SharePoint Replication Case Study.
SharePoint Replication for US Navy Joint Distance Support
-
Connecting Sailors to expert technicians on shore
The United States Navy performs the bulk of its vessel maintenance at its naval bases. Between those scheduled overhauls, however, there remains periodic maintenance that must be performed at sea to keep the ships and equipment ready for deployment.
The Navy trains its on-board technicians to handle most of these maintenance scenarios. However there are inevitably some tasks that are beyond what the onboard technicians can handle. They would typically complete these more complex tasks with the advice of a land based expert. In some cases, where problems require it, an expert will be flown to the ship to complete repairs.
These maintenance issues, and the delays they cause, are a significant burden on Navy resources. Ferrying experts to ships is expensive and the downtime is detrimental to fleet operations.
Improving on-board access to maintenance information
To enhance the ability of its on board technicians, the Navy has created the “Distance Support” web portal, to give personnel on ships instant access to full and up-to-date maintenance documentation.
Through the Naval Surface Warfare Center’s “Sailor to Engineer” initiative, this portal also gives Sailors instant access to engineering and logistics experts at the NSWC in Port Hueneme.
The “Sailor to Engineer” page of the portal enables sailors to get expert answers to questions regarding the maintenance of weapons, hull, mechanical, and electrical systems. The Sailor to Engineer page puts fleet technicians in contact with knowledgeable experts at any time, anywhere.

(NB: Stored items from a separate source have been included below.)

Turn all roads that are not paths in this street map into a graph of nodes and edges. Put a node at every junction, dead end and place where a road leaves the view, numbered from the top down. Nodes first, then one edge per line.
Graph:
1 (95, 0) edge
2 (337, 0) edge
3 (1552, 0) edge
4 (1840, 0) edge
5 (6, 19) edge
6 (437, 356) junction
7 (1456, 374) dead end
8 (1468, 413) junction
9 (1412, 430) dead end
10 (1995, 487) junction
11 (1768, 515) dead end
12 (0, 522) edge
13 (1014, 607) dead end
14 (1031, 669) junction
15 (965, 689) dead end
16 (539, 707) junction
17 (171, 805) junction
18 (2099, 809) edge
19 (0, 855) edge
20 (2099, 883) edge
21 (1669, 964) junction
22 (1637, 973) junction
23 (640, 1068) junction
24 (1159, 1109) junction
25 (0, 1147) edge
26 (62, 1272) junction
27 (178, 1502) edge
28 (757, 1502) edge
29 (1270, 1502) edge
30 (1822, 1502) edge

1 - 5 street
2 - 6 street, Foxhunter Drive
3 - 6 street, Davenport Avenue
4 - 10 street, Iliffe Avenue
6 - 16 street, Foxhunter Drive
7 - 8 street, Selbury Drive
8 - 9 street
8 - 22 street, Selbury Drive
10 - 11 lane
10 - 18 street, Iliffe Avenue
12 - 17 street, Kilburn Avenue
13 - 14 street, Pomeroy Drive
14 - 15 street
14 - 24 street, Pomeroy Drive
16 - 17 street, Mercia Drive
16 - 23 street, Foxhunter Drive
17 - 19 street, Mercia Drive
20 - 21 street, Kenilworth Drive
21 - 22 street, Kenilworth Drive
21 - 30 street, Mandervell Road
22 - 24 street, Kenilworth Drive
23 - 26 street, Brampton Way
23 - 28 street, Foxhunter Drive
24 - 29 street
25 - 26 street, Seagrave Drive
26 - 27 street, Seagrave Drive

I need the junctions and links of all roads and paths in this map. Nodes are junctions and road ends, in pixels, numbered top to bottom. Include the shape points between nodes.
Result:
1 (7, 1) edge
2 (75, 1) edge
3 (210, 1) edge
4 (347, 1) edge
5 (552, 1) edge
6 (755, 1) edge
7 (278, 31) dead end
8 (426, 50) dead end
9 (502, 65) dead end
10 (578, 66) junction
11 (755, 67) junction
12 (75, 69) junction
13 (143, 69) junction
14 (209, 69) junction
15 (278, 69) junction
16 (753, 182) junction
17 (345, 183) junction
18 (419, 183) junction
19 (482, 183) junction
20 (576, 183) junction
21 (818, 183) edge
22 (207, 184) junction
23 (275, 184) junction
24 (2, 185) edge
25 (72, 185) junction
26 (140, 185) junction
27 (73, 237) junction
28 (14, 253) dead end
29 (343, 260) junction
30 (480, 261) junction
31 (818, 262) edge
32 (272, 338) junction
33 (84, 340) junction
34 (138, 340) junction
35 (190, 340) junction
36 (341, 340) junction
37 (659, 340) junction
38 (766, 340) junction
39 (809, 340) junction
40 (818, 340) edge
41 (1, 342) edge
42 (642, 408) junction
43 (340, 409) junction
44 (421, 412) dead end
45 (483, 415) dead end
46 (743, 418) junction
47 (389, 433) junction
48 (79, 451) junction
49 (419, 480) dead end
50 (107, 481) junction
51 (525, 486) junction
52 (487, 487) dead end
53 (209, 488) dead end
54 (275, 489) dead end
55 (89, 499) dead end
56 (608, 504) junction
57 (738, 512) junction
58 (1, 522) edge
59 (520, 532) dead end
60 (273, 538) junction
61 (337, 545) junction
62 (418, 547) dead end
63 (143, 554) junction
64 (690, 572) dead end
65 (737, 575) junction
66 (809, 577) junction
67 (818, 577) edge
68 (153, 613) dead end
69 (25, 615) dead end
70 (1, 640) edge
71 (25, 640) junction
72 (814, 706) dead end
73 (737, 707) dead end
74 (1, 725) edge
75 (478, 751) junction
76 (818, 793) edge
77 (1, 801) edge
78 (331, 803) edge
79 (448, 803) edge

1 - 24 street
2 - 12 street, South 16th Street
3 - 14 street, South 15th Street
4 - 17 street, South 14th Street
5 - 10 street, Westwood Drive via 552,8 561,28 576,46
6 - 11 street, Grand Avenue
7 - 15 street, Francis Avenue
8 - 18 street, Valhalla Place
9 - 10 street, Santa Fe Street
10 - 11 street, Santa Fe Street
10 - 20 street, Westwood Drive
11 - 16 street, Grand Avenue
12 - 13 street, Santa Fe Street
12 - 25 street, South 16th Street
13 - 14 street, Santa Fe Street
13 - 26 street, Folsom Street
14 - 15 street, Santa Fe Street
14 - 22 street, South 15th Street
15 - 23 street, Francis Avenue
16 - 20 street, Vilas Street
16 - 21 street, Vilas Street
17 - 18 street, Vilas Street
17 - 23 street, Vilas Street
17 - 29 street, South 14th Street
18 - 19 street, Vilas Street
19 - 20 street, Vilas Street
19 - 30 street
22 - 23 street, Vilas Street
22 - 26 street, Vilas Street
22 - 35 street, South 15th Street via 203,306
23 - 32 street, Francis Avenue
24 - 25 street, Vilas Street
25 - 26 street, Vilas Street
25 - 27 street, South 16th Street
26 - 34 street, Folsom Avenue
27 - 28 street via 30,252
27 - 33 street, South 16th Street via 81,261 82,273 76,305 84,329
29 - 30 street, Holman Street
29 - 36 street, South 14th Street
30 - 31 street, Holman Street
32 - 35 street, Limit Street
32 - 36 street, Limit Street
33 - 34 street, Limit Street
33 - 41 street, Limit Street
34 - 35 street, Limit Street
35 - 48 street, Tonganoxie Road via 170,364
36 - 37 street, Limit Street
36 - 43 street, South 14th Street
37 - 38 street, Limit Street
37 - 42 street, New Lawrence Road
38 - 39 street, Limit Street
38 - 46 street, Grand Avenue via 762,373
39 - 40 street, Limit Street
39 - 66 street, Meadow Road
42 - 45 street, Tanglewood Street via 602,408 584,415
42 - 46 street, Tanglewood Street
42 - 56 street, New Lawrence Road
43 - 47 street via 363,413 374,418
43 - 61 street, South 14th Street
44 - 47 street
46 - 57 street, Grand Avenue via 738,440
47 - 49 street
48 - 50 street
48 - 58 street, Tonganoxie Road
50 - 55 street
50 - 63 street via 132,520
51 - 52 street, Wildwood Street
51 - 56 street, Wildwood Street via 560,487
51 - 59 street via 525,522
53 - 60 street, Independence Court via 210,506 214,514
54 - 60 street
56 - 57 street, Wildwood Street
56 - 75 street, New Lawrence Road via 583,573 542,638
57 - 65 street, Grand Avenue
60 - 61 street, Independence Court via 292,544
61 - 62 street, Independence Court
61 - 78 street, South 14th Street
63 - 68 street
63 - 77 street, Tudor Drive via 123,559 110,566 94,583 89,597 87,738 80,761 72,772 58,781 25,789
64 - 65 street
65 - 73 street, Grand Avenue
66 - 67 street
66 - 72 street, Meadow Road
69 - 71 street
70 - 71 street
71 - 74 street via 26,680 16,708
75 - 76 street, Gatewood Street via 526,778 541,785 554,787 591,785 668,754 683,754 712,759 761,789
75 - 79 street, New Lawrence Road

The effectiveness of the portal was, however, limited by bandwidth availability over the navy’s satellite network. With enormous fleet demand for bandwidth, it was impossible to update the portal effectively over the network. Therefore updates to maintenance documentation had to be sent out to the ships on CDs and then manually uploaded into the portal. This process was cumbersome and unreliable.
Infonic’s Geo-Replicator™ technology provides the bandwidth optimization that makes the updating of the Distance Support portal possible across the entire fleet via satellite.
Geo-Replicator™ enables the Navy to run an up-to-date portal on all of its ships and substantially reduces demand on the Navy’s satellite network, as well as reducing the cost of transporting experts to ships.
Choosing Geo-Replicator™
The Navy’s Sailors depend on their equipment being in perfect working order when they are at sea. But some failures and problems are inevitable. Having the ability to contact an expert immediately when the need arises, allows the fleet to remedy problems rapidly and keep their operations running smoothly.
Only Infonic Geo-Replicator™ offered the efficient server to server replication that the Navy required to provide a LAN speed portal experience to its on-ship users. Infonic’s unique software allows the Navy to efficiently provide data to its users, wherever they are in the world. Infonic’s technology delivers efficient replication of content both ways between ship and shore by dramatically reducing the size of the data being sent.
Benefits of Geo-Replicator™
- Faster Access to SharePoint in very remote areas of the world.
- Access to more up-to-date portal content at sea.
- Dramatic reduction in the cost of data transmission.
- Improved at-sea access to maintenance manuals and documentation.
- Improved collaboration between on-ship technicians and land based experts.
- Satellite bandwidth is left available for other Naval purposes.
The Infonic Geo-Replicator Solution
Infonic Geo-Replicator employs unique Epsilon differencing technology to achieve the Navy’s objective of providing up to date portal information on-board each of its vessels. Epsilon is a patented differencing software that enables the central portal server to keep an accurate record of the content on every other portal server in the network. Epsilon then uses this knowledge to extract the differences, at the byte level, from any new documentation created within the portal, and then only sends those differences to the other servers in the network. This enables the entire portal deployment up to date with very limited demands on network bandwidth.
With Epsilon, no information, or byte pattern, is ever sent from one server to another server twice.
This enables dramatic reduction (around 90%) in the volume of data that needs to be sent across the network to keep all portal servers up to date. It also enables more regular updating, so instead of the maintenance manuals, in the Navy’s Distance Support portal, being updated every few months, they are now updated every few hours.